19 Aprile 2026 17:06

Imperia: il Teatro Cavour inaugura la nuova stagione con “Ecuba Di Euripide”. Appuntamento il 10, 11 e 12 ottobre /Il programma

“Ecuba di Euripide” inaugura la Stagione 25/26 del Teatro Cavour di Imperia. La nuova produzione di Teatro Pubblico Ligure e Teatro Cavour, con la regia di Sergio Maifredi e la nuova traduzione di Giorgio Ieranò, debutta venerdì 10 ottobre 2025 alle ore 21 e va in scena sabato 11 ottobre alle ore 21 e domenica 12 ottobre alle ore 16.30. È uno spettacolo con un’ampia distribuzione che offre al pubblico un’esperienza corale potente, con diciotto artisti sul palco e la musica dal vivo. Arianna Scommegna interpreta una grande madre, Ecuba, in uno spettacolo che ha preso le mosse a Imperia un anno fa ed è reduce da un lungo lavoro sul coro, numeroso come alle origini del teatro greco. Tutti gli altri personaggi della storia sono interpretati da Mino Manni, Gianluigi Fogacci, Mariella Speranza, con la partecipazione di Mario Incudine nel ruolo del corifeo. I costumi sono firmati da Paola Ratto, le musiche originali sono di Mario Incudine che le esegue dal vivo insieme ad Antonio Vasta, il disegno luci di Paolo Benvenuto, la partecipazione del coro ConClaudia, diretto da Margherita Davico. Biglietti di primo settore 25 euro intero, 20 euro ridotto; secondo settore 20 euro intero, 18 euro ridotto; galleria 18 euro intero, 15 euro ridotto. On line su www.mailticket.it o alla biglietteria del teatro in via Felice Cascione 35, aperta dal martedì al venerdì dalle 9.30 alle 12, il mercoledì anche alle 17.30 alle 20, telefono 0183 1940197, mail biglietteria@teatrocavour.it. Inoltre il bar e la biglietteria sono aperti un’ora prima degli spettacoli. 

“Ecuba di Euripide” è la tragedia di tutte le guerre. Un popolo di sconfitti viene trascinato via dalla propria terra in fiamme.
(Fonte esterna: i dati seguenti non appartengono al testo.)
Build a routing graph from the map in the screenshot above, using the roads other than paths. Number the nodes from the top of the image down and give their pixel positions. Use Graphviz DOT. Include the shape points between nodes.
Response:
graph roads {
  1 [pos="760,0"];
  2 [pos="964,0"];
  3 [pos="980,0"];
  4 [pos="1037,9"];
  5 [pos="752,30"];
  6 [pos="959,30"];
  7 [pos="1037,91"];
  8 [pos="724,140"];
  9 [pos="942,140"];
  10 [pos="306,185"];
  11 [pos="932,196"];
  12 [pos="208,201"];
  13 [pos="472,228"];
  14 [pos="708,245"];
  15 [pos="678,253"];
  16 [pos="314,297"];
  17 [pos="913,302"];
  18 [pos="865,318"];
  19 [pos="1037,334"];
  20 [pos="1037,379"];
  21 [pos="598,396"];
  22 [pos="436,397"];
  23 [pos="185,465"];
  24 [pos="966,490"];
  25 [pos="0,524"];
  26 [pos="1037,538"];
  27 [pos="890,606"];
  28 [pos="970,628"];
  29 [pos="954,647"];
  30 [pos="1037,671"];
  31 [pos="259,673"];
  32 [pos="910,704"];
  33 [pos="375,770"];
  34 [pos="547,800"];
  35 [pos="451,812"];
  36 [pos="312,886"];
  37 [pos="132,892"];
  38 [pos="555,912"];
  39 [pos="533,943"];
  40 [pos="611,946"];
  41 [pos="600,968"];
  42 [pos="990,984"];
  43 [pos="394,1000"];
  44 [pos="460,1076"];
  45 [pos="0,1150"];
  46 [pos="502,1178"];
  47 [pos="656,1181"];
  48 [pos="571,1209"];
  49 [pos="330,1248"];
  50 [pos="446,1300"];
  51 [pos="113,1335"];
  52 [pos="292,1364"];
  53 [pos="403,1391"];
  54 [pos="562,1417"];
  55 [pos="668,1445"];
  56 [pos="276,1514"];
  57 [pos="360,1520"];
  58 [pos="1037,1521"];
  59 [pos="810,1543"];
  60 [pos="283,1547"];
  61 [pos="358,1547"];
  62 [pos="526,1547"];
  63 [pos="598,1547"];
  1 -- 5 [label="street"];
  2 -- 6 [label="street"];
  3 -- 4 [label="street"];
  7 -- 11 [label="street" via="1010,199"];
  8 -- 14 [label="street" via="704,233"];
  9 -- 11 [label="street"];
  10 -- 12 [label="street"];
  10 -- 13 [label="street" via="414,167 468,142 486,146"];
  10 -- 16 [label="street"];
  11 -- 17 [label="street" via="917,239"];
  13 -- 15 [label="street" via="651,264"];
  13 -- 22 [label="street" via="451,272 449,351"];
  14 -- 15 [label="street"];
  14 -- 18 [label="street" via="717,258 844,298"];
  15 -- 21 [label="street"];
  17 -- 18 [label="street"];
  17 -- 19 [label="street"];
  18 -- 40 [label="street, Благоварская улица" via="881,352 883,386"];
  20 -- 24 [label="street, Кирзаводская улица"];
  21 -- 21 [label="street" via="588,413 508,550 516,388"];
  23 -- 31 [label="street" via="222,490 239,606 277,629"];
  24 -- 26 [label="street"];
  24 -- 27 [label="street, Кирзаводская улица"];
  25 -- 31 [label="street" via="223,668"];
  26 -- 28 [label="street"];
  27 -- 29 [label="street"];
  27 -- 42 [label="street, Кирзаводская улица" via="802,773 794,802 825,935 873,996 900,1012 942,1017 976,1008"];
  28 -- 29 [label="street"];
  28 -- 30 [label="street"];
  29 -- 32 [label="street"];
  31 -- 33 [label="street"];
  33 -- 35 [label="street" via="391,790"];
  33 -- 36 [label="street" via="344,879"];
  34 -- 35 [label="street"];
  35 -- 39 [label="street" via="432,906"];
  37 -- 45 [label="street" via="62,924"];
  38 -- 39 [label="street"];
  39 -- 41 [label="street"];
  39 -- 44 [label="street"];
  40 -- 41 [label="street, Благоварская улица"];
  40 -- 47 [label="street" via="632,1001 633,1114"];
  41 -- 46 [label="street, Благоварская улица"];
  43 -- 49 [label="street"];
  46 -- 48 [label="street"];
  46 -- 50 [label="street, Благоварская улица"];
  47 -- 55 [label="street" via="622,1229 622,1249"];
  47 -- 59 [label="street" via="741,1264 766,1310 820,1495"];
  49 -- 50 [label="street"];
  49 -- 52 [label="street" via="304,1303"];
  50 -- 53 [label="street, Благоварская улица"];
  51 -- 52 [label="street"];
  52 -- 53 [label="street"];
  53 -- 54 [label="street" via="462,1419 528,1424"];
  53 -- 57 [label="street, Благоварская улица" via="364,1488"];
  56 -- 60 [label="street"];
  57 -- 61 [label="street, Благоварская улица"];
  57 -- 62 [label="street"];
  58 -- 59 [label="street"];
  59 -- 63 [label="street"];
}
Anche i vincitori appaiono devastati dagli anni di guerra. In questo mondo in fiamme appare Odisseo come grande mediatore, come maschera tragica capace di cercare una via nuova, non più la forza bruta ma la forza della parola. Una parola non meno affilata e crudele della spada.“Ecuba di Euripide” diventa un grande cunto, comune a tutti i popoli affacciati sul Mediterraneo, anche la lingua del cantore, il siciliano, è scelta come lingua capace di contenere parole provenienti da ogni sponda, come il genovese scelto da De André per “Creuza de mä”.
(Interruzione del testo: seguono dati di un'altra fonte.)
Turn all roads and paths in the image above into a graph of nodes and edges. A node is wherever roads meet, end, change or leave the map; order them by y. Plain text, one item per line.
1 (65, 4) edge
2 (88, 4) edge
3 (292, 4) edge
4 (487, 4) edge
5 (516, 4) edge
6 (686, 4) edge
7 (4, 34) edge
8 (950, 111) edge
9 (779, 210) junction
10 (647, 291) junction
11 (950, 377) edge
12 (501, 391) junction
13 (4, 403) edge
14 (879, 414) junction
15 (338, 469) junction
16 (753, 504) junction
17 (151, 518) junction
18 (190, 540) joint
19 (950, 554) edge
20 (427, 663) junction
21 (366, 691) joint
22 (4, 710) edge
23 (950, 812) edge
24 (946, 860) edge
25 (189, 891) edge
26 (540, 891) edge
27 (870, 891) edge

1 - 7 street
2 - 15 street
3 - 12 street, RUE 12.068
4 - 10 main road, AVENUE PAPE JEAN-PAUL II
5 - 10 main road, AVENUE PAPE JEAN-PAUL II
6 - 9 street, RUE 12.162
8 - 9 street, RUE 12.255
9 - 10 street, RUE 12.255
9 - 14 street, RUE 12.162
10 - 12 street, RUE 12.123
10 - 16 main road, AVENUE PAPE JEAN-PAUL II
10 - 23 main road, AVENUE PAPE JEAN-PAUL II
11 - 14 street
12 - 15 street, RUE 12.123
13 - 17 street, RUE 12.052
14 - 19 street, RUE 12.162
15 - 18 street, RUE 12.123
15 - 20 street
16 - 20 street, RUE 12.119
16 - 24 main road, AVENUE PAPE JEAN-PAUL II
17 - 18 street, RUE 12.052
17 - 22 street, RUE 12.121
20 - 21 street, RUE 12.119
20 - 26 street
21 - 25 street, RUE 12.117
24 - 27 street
Troia è stata sconfitta, le donne come in ogni guerra sono deportate, schiave, prigioniere. Il loro viaggio, al seguito dell’esercito vincitore, è appena iniziato. Sbarcano in Tracia e lì lo spettro di Polidoro appare per raccontare le malvagità compiute dal re di quella terra, amico di suo padre, a cui era stato affidato, lui bambino, come ospite. È una tragedia che unisce la durezza della storia con un mondo fiabesco e sognato. Ecuba interpretata da Arianna Scommegna ha la forza di una madre e di una belva al tempo stesso, regina capace di evocare incubi e vendette barbare. La musica dal vivo, scritta da Mario Incudine e il coro greco di dodici elementi da lui guidato, conferiscono a questo testo una potenza antica, arcaica e misteriosa. Le musiche sono eseguite dal vivo dal maestro concertatore Antonio Vasta e dallo stesso Incudine. «Già la presenza del coro – scrive Giorgio Ieranò, che firma la traduzione di Ecuba – elemento essenziale e, per lungo tempo, imprescindibile della messinscena, costitui­sce un discrimine radicale fra l’antico e il moderno: nessun tentativo di resuscitare archeologicamente il coro greco nelle rappresentazioni contemporanee è finora riuscito a superare questo discrimine».